Alors que le discours du « hustler » a résonné puissamment chez certains Kenyans, d’autres ont juste haussé les épaules. Seuls 40 % des Kenyans de moins de 35 ans se sont inscrits pour voter lors de cette élection, et le taux de participation de 65 % était en forte baisse par rapport aux 80 % rapportés lors des élections de 2017.
Le faible taux de participation semblait être un rejet de ce que beaucoup considéraient comme un mauvais choix entre des candidats issus de l’élite politique discréditée de leur pays.
En votant pour M. Ruto, des millions de Kenyans ont ignoré les accusations dont il était autrefois accusé devant la Cour pénale internationale, qui l’a accusé il y a dix ans d’avoir attisé la tempête de violence après les élections de 2007 qui ont failli plonger le Kenya dans une guerre civile.
Les accusations comprenaient le meurtre, la persécution et le fait de forcer les gens à quitter leur domicile, mais l’affaire s’est effondrée en 2016. Le gouvernement kenyan – M. Ruto était vice-président – engagé dans ce que le tribunal a dit était « l’ingérence des témoins et l’ingérence politique ».
M. Ruto se présentait non seulement contre M. Odinga mais, en fait, contre son propre patron, M. Kenyatta, qu’il accusait de trahison pour avoir soutenu M. Odinga.
Au lieu de voter pour son successeur choisi, M. Kenyatta a subi une réprimande humiliante de la part des électeurs de son cœur, la région du Mont Kenya, où l’ethnie Kikuyus a rejeté ses alliés à tous les niveaux. Même au bureau de vote où M. Kenyatta a voté mardi, M. Ruto a obtenu une large majorité, selon les résultats.

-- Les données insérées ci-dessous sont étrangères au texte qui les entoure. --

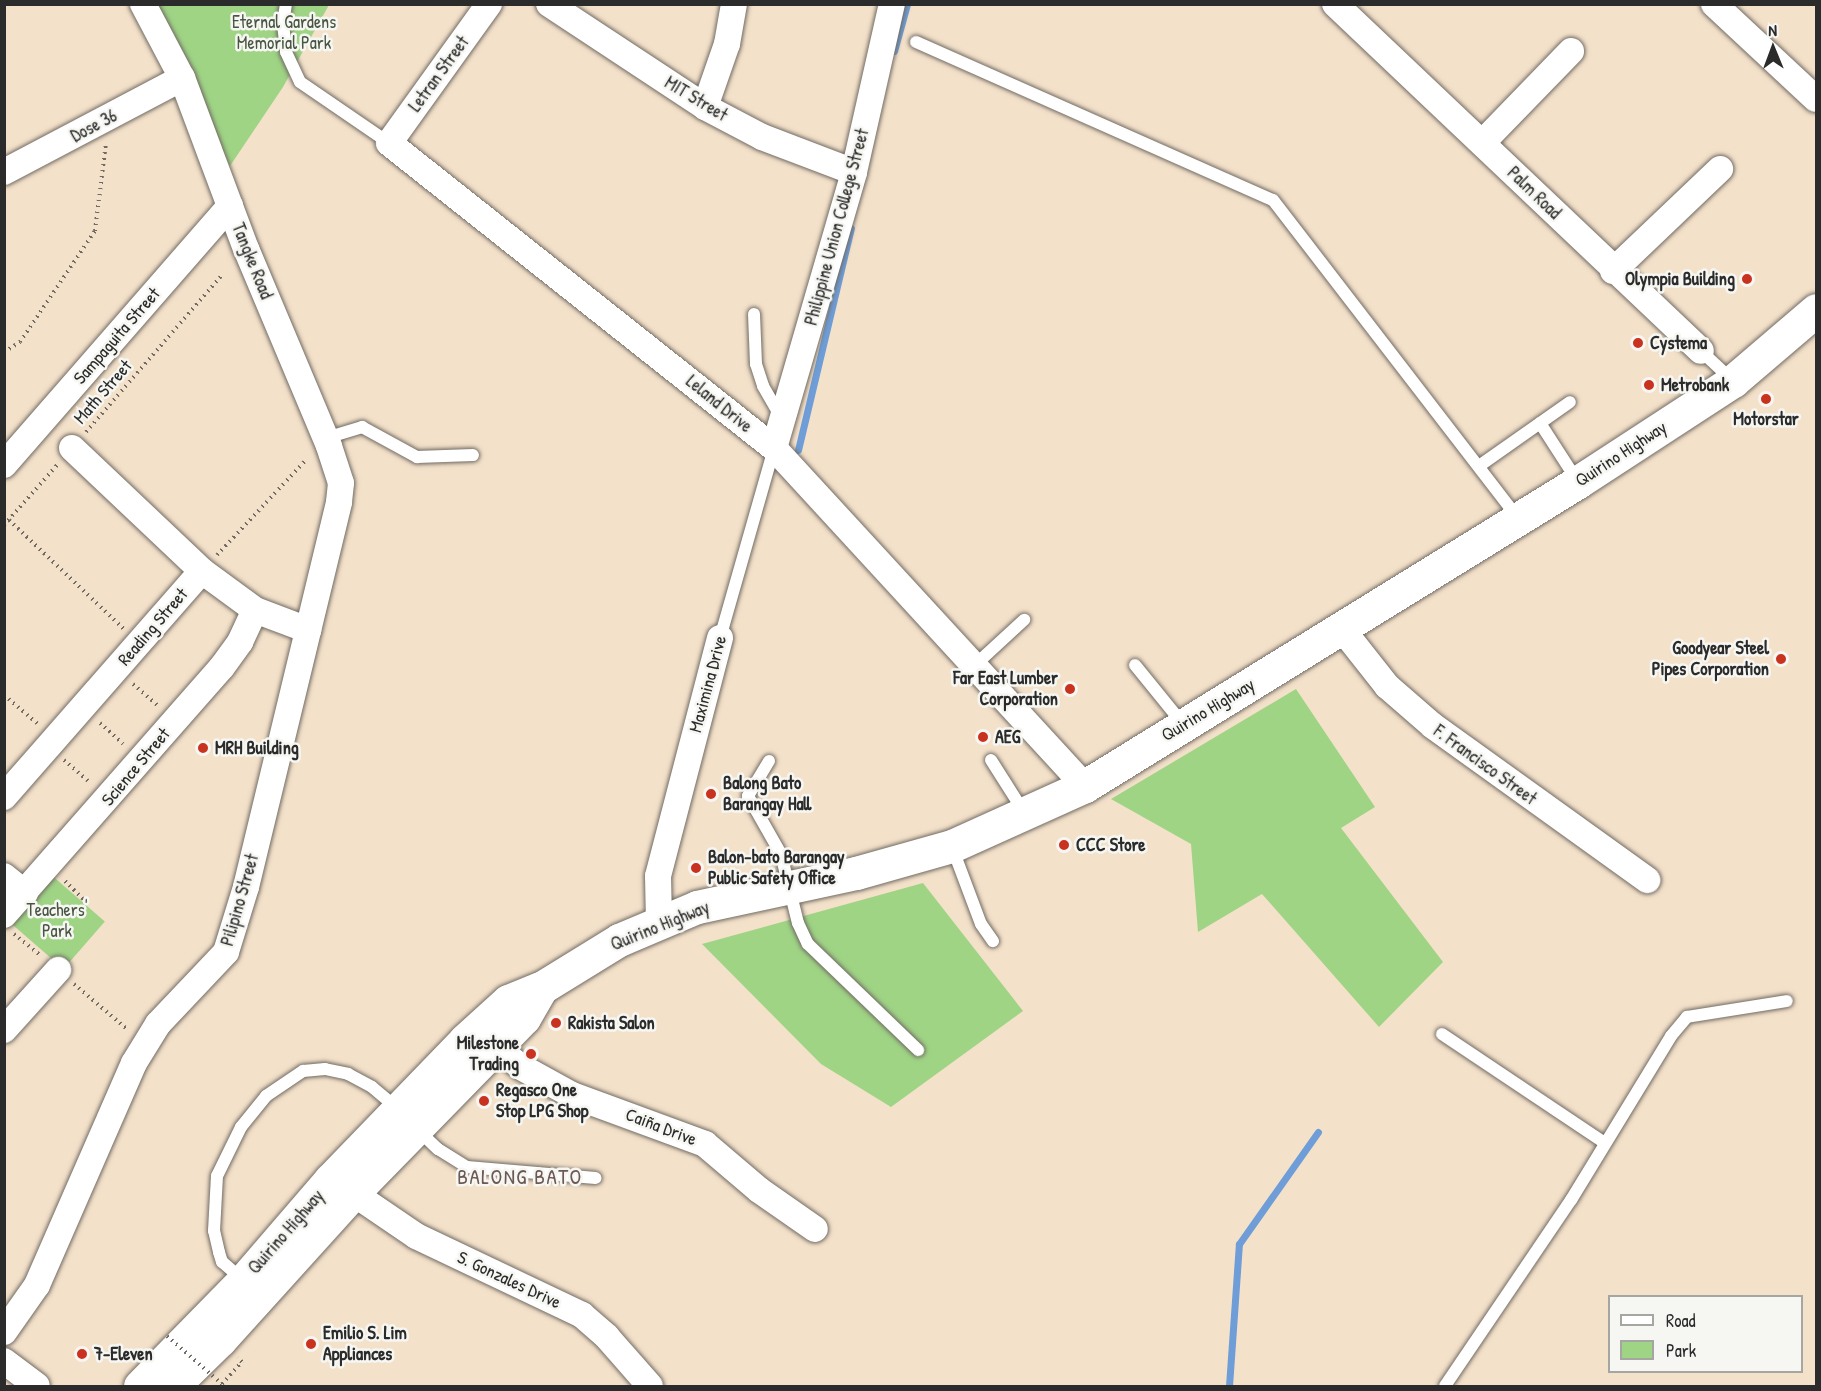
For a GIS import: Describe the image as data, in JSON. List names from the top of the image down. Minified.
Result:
{"streets":{"main road":["Quirino Highway"],"street":["Letran Street","MIT Street","Dose 36","Palm Road","Philippine Union College Street","Tangke Road","Sampaguita Street","Leland Drive","Reading Street","Maximina Drive","F. Francisco Street","Science Street","Pilipino Street","Caiña Drive","S. Gonzales Drive"],"path":["Math Street"]},"crossings":[["Letran Street","Leland Drive"],["MIT Street","Philippine Union College Street"],["Dose 36","Tangke Road"],["Palm Road","Quirino Highway"],["Philippine Union College Street","Leland Drive"],["Philippine Union College Street","Maximina Drive"],["Tangke Road","Sampaguita Street"],["Tangke Road","Pilipino Street"],["Leland Drive","Quirino Highway"],["Leland Drive","Maximina Drive"],["Quirino Highway","Maximina Drive"],["Quirino Highway","F. Francisco Street"],["Quirino Highway","Caiña Drive"],["Quirino Highway","S. Gonzales Drive"]],"districts":["BALONG BATO"],"parks":["Eternal Gardens Memorial Park","Teachers' Park"],"places":["Olympia Building","Cystema","Metrobank","Motorstar","Goodyear Steel Pipes Corporation","Far East Lumber Corporation","AEG","MRH Building","Balong Bato Barangay Hall","CCC Store","Balon-bato Barangay Public Safety Office","Rakista Salon","Milestone Trading","Regasco One Stop LPG Shop","Emilio S. Lim Appliances","7-Eleven"],"legend":["Road","Park"],"north":"top"}
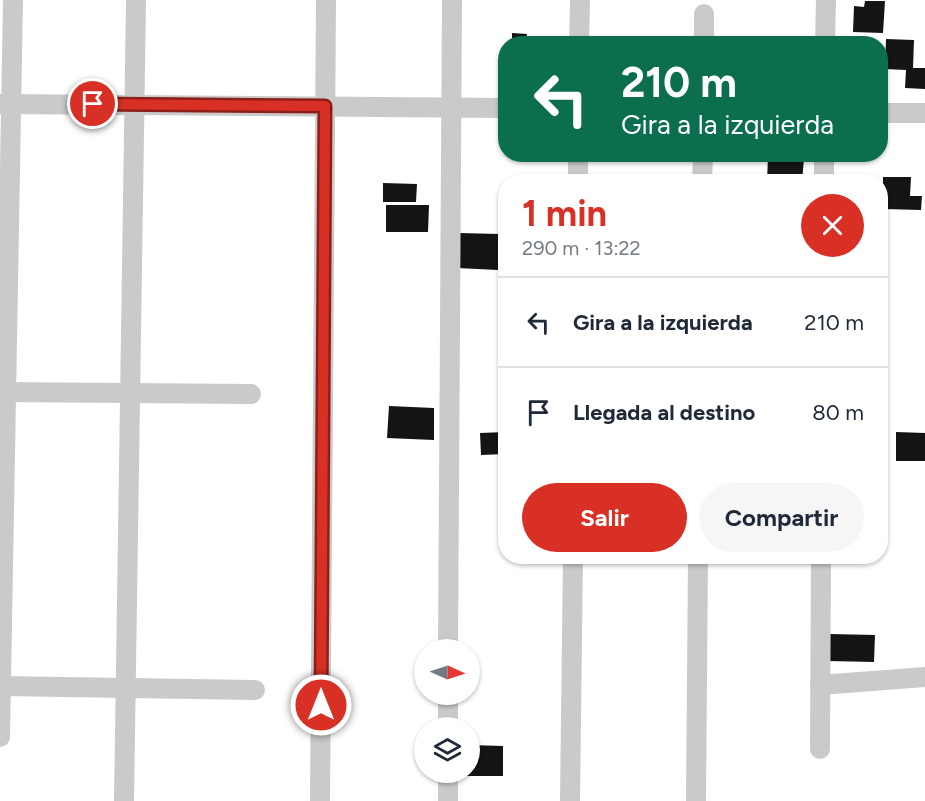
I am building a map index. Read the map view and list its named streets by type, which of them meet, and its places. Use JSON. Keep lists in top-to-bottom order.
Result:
{
  "north": "right",
  "page": {
    "turn": ["210 m", "Gira a la izquierda"],
    "heading": ["1 min", "290 m · 13:22"],
    "list": [
      {
        "name": "Gira a la izquierda",
        "value": "210 m"
      },
      {
        "name": "Llegada al destino",
        "value": "80 m"
      }
    ],
    "buttons": ["Salir", "Compartir"]
  }
}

Des troubles économiques débilitants ont fourni une toile de fond sombre au vote de mardi. L’économie dépendante du tourisme a été battue ces dernières années, d’abord par la pandémie de coronavirus, puis par l’assaut de la Russie contre l’Ukraine, qui a fait grimper encore plus les prix des denrées alimentaires et du carburant dans un contexte de ralentissement mondial.
« La farine de maïs, l’huile de cuisine, le gaz de cuisine – tout augmente », a déclaré Abzed Osman, un acteur qui travaille également dans le tourisme, alors qu’il faisait la queue pour voter mardi dans le district de Nairobi à Kibera, le plus grand bidonville d’Afrique.
Lundi soir, dans le comté de Kisumu, l’un des bastions de M. Odinga dans l’ouest du Kenya, des centaines de manifestants qui attendaient avec impatience les résultats ont commencé à manifester et à brûler des pneus, ont déclaré des témoins.
Quelques heures plus tard, un porte-parole de M. Odinga, Dennis Onsarigo, a déclaré que le candidat prévu de s’adresser à la nation mardi.
Declan Walsh et Matthew Mpoke Bigg ont rapporté de Nairobi, et Abdi Latif Dahir d’Eldoret.